EXERCISE DESCRIPTION: After locating "middle tip: (240, 171)" in the listing below, copy that line and each one after it exactly, ending with the line that has "middle tip: (326, 299)".

INPUT MATERIAL:
-*-*-

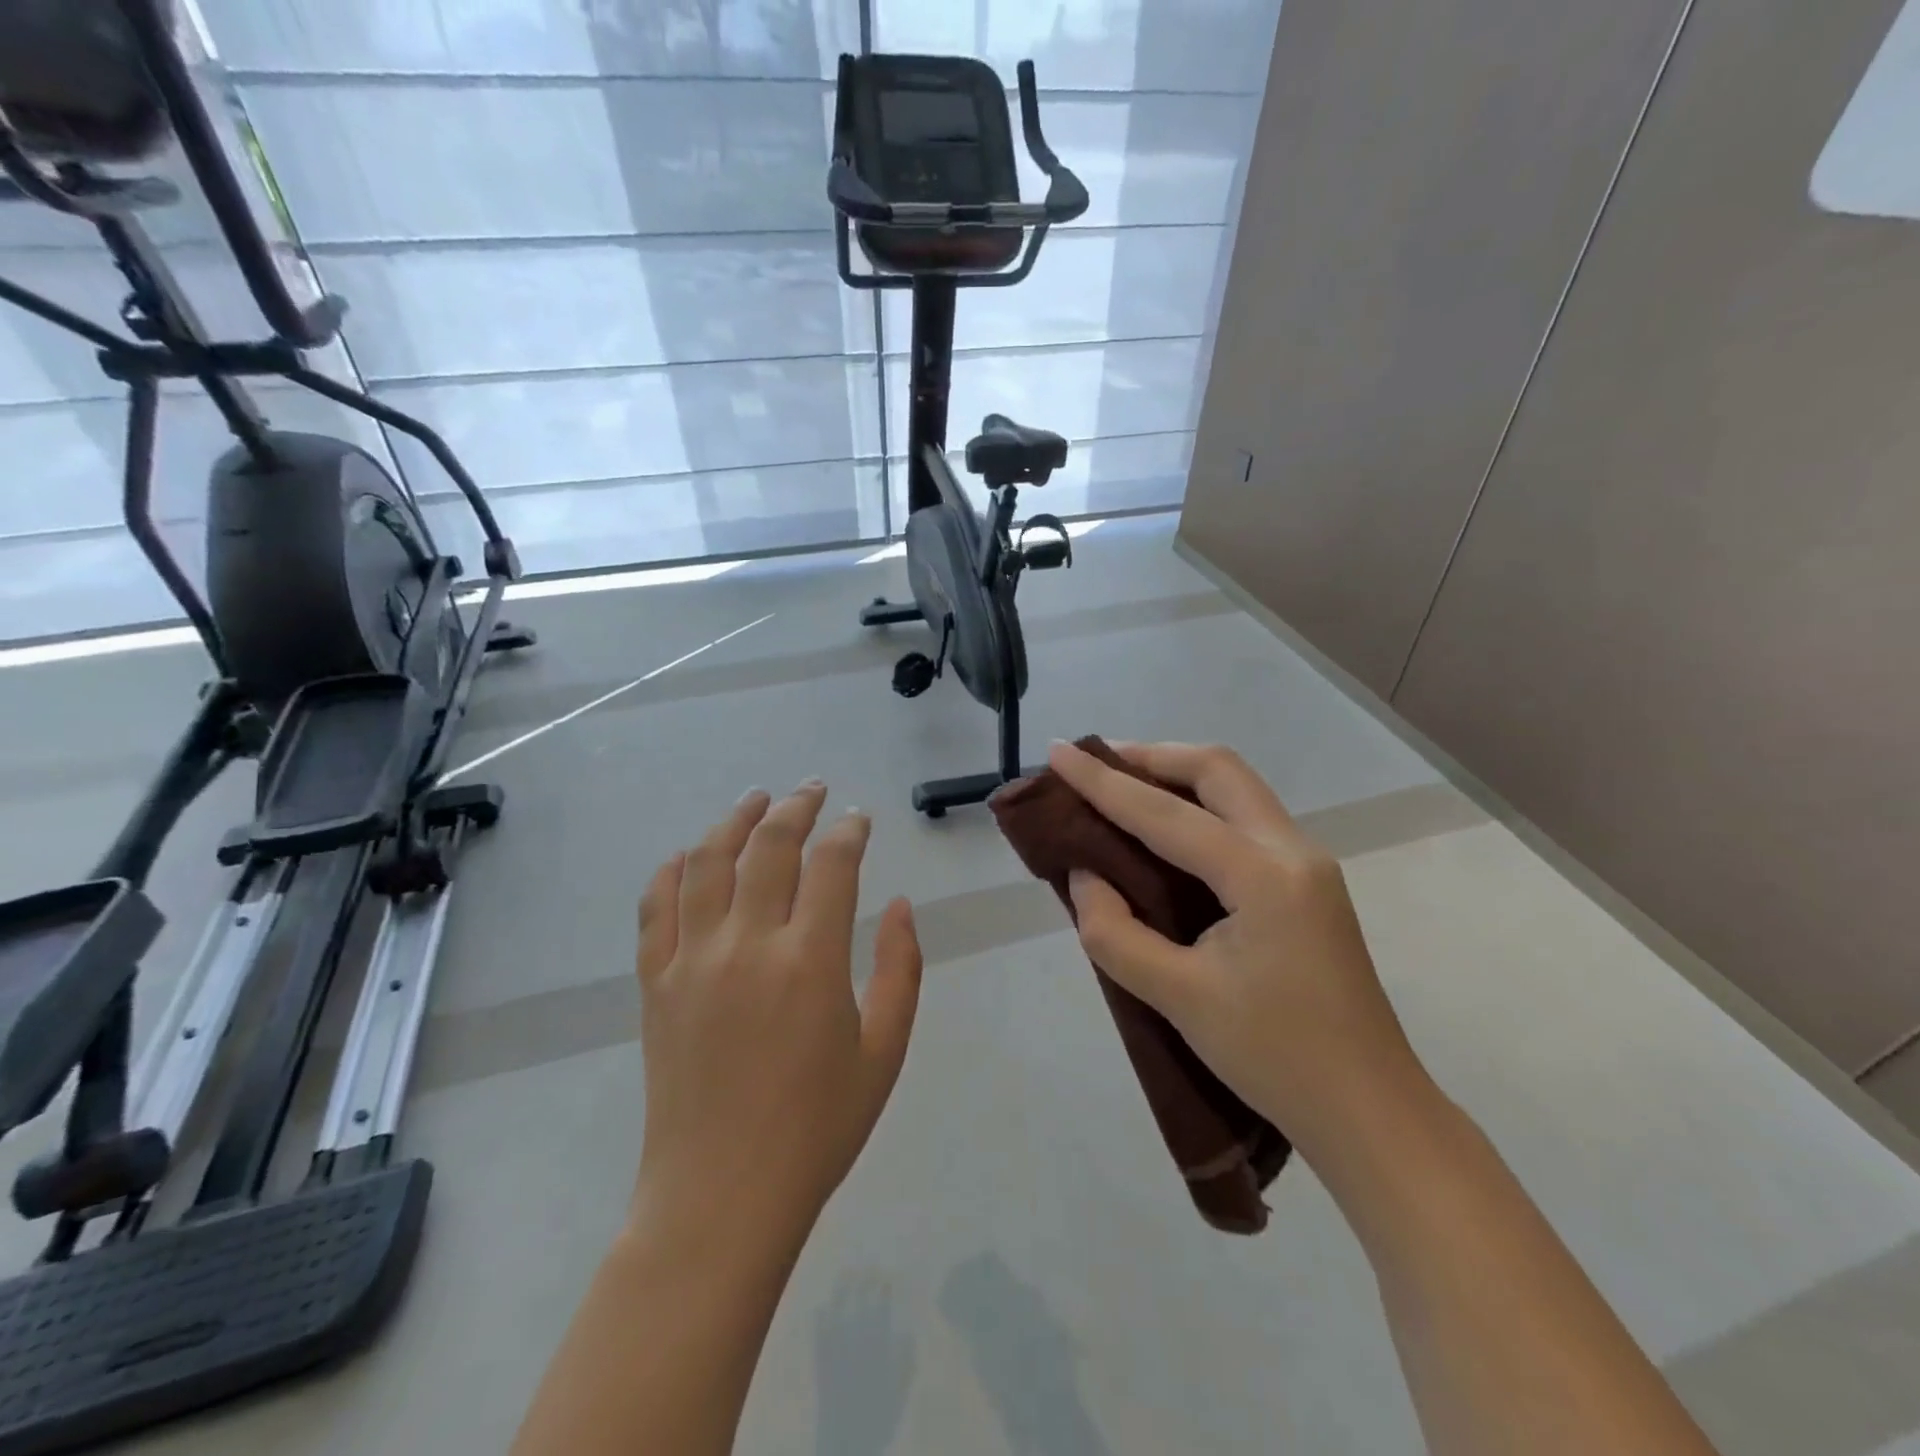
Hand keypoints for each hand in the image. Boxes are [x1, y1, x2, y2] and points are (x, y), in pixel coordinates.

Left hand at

-*-*-

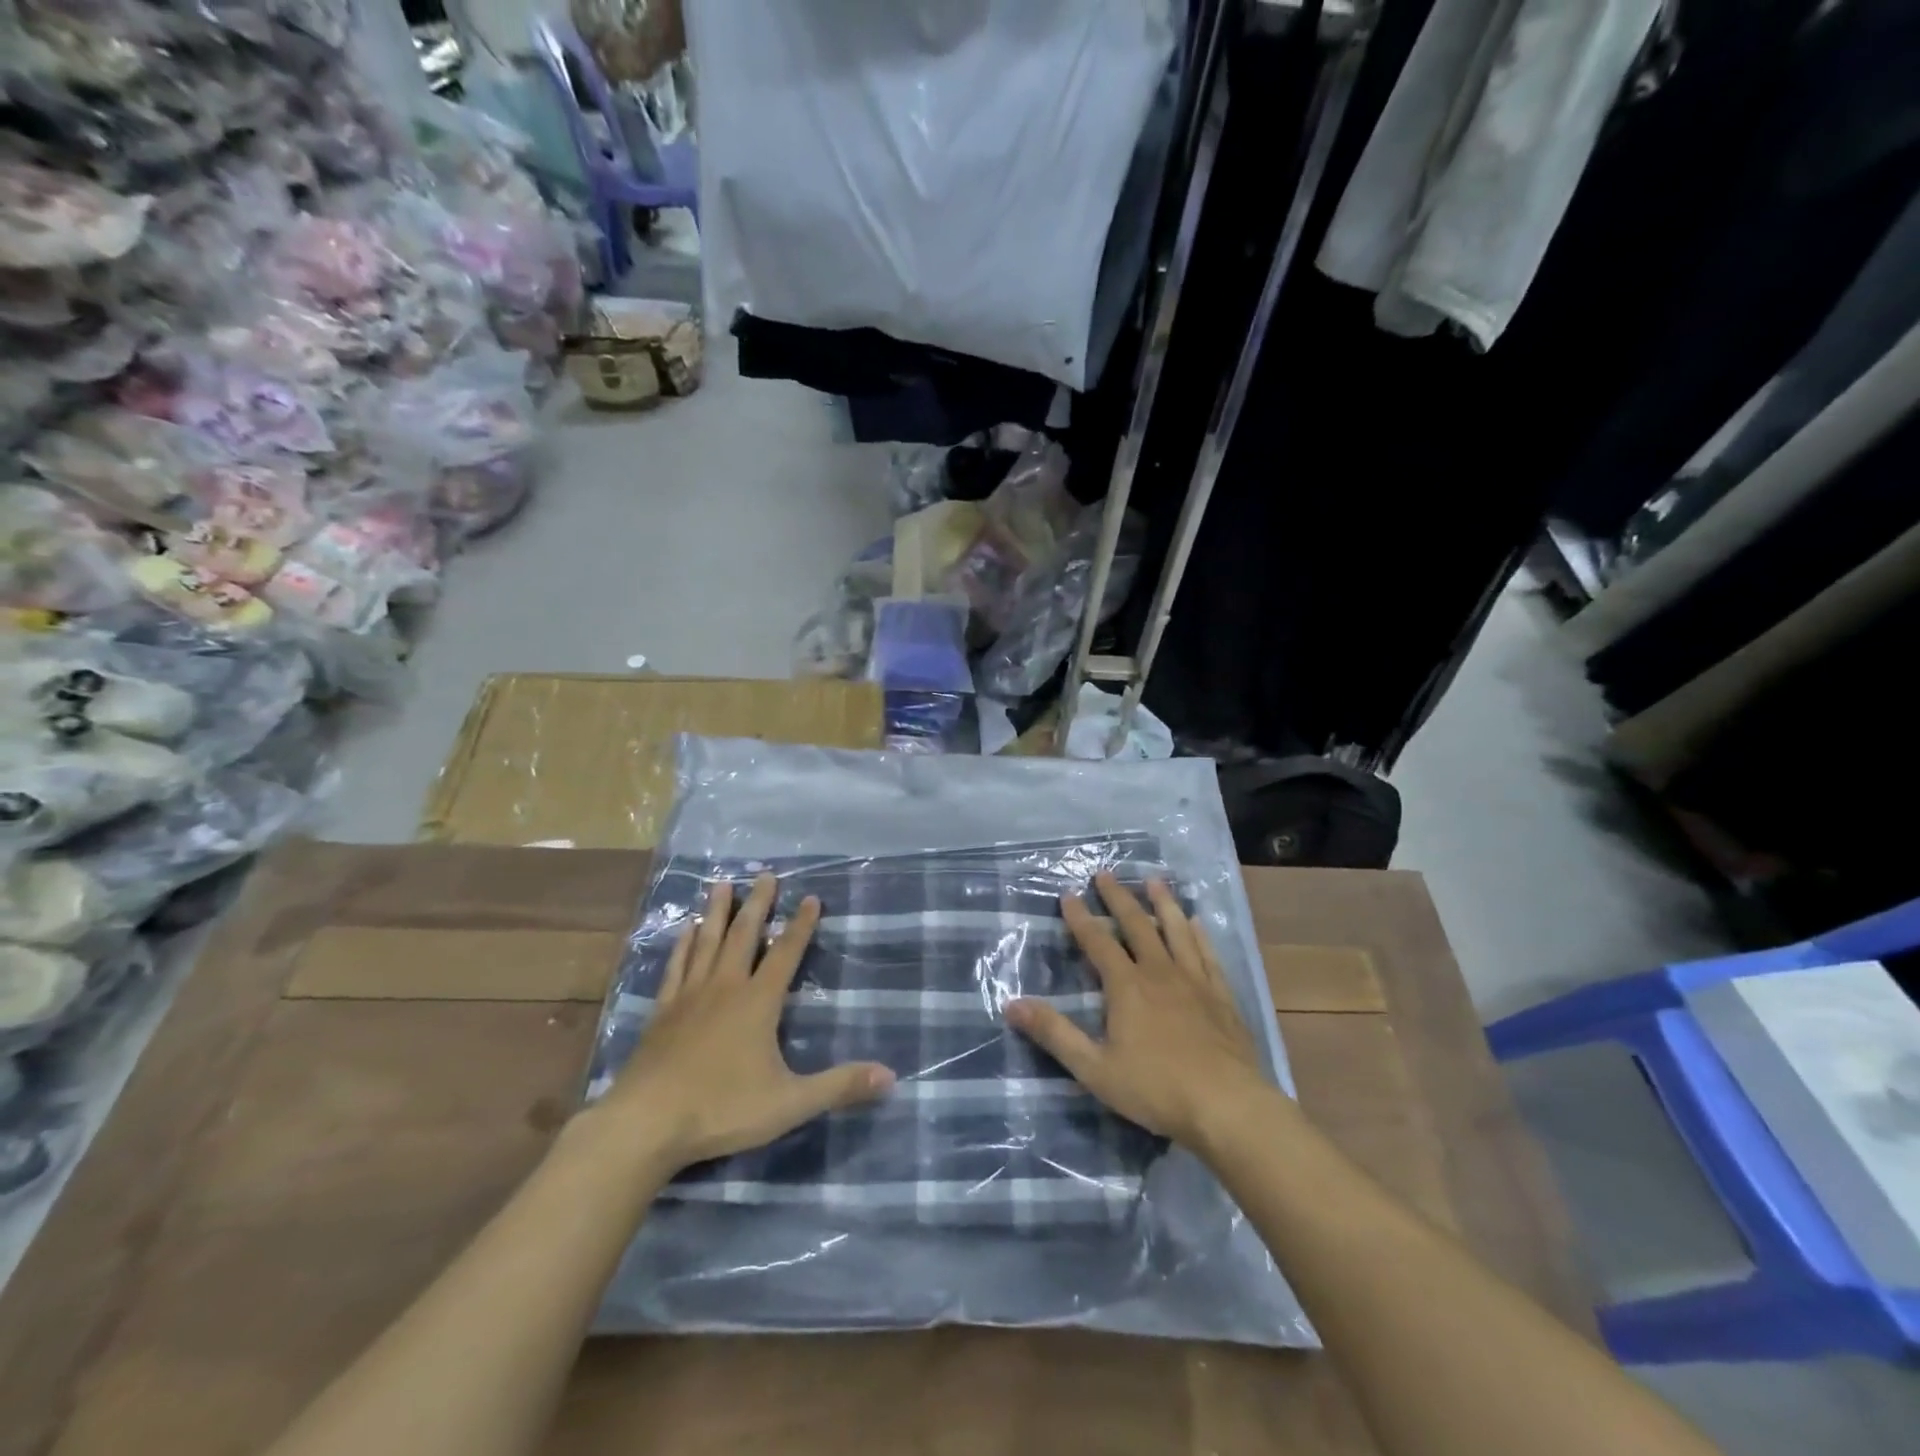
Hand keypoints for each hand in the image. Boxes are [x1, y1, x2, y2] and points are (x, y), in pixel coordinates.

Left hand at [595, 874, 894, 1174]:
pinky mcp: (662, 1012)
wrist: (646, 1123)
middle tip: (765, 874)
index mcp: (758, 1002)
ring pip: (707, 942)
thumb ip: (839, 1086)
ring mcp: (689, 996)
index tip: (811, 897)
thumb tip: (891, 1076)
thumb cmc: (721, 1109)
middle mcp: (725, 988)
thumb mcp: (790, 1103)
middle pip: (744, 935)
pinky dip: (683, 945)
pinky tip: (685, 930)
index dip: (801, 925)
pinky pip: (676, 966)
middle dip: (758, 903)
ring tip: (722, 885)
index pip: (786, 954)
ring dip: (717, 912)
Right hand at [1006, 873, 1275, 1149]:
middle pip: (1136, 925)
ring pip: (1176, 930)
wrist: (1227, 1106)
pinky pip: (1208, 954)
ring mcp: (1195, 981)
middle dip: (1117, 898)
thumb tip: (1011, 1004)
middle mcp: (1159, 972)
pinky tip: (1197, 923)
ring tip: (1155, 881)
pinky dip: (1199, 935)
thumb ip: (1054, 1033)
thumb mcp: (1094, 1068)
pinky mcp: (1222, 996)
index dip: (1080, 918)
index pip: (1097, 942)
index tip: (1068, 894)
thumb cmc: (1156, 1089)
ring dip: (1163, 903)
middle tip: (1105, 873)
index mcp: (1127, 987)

-*-*-

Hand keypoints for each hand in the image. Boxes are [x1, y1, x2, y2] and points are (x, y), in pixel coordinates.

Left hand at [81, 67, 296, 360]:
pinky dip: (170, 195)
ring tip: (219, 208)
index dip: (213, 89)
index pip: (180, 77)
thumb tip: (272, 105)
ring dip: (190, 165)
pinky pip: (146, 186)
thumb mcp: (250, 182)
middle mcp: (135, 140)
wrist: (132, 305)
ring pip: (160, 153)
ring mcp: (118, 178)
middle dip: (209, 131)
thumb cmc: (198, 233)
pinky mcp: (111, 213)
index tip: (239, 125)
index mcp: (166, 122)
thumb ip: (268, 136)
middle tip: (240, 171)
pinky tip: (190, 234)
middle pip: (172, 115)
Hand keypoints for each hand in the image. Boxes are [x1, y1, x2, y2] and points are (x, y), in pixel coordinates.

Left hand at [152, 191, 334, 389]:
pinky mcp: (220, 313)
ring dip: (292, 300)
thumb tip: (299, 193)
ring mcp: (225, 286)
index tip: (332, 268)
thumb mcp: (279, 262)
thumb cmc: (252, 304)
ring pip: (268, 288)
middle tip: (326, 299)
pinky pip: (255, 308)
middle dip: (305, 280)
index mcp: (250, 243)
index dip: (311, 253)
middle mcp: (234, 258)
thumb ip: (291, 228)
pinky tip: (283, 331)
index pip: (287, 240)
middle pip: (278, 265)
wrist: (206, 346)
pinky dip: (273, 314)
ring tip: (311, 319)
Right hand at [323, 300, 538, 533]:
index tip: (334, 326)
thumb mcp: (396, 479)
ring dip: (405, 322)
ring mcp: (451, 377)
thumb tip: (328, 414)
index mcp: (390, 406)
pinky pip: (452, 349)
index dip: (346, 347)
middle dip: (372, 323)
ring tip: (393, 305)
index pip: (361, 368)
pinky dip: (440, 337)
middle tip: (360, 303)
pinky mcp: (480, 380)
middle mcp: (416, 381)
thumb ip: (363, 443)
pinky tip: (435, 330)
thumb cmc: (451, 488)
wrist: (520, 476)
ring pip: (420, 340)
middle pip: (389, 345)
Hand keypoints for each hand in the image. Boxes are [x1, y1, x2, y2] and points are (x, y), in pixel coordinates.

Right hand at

-*-*-

EXERCISE OUTPUT:
middle tip: (240, 171)
pinky tip: (190, 234)
middle pip: (172, 115)
Hand keypoints for each hand in the image. Boxes are [x1, y1, x2, y2] and points are (x, y), in pixel coordinates.

Left hand at [152, 191, 334, 389]:
pinky mcp: (220, 313)
ring dip: (292, 300)
thumb tip: (299, 193)
ring mcp: (225, 286)
index tip: (332, 268)
thumb mcp: (279, 262)
thumb cmc: (252, 304)
ring pip: (268, 288)
middle tip: (326, 299)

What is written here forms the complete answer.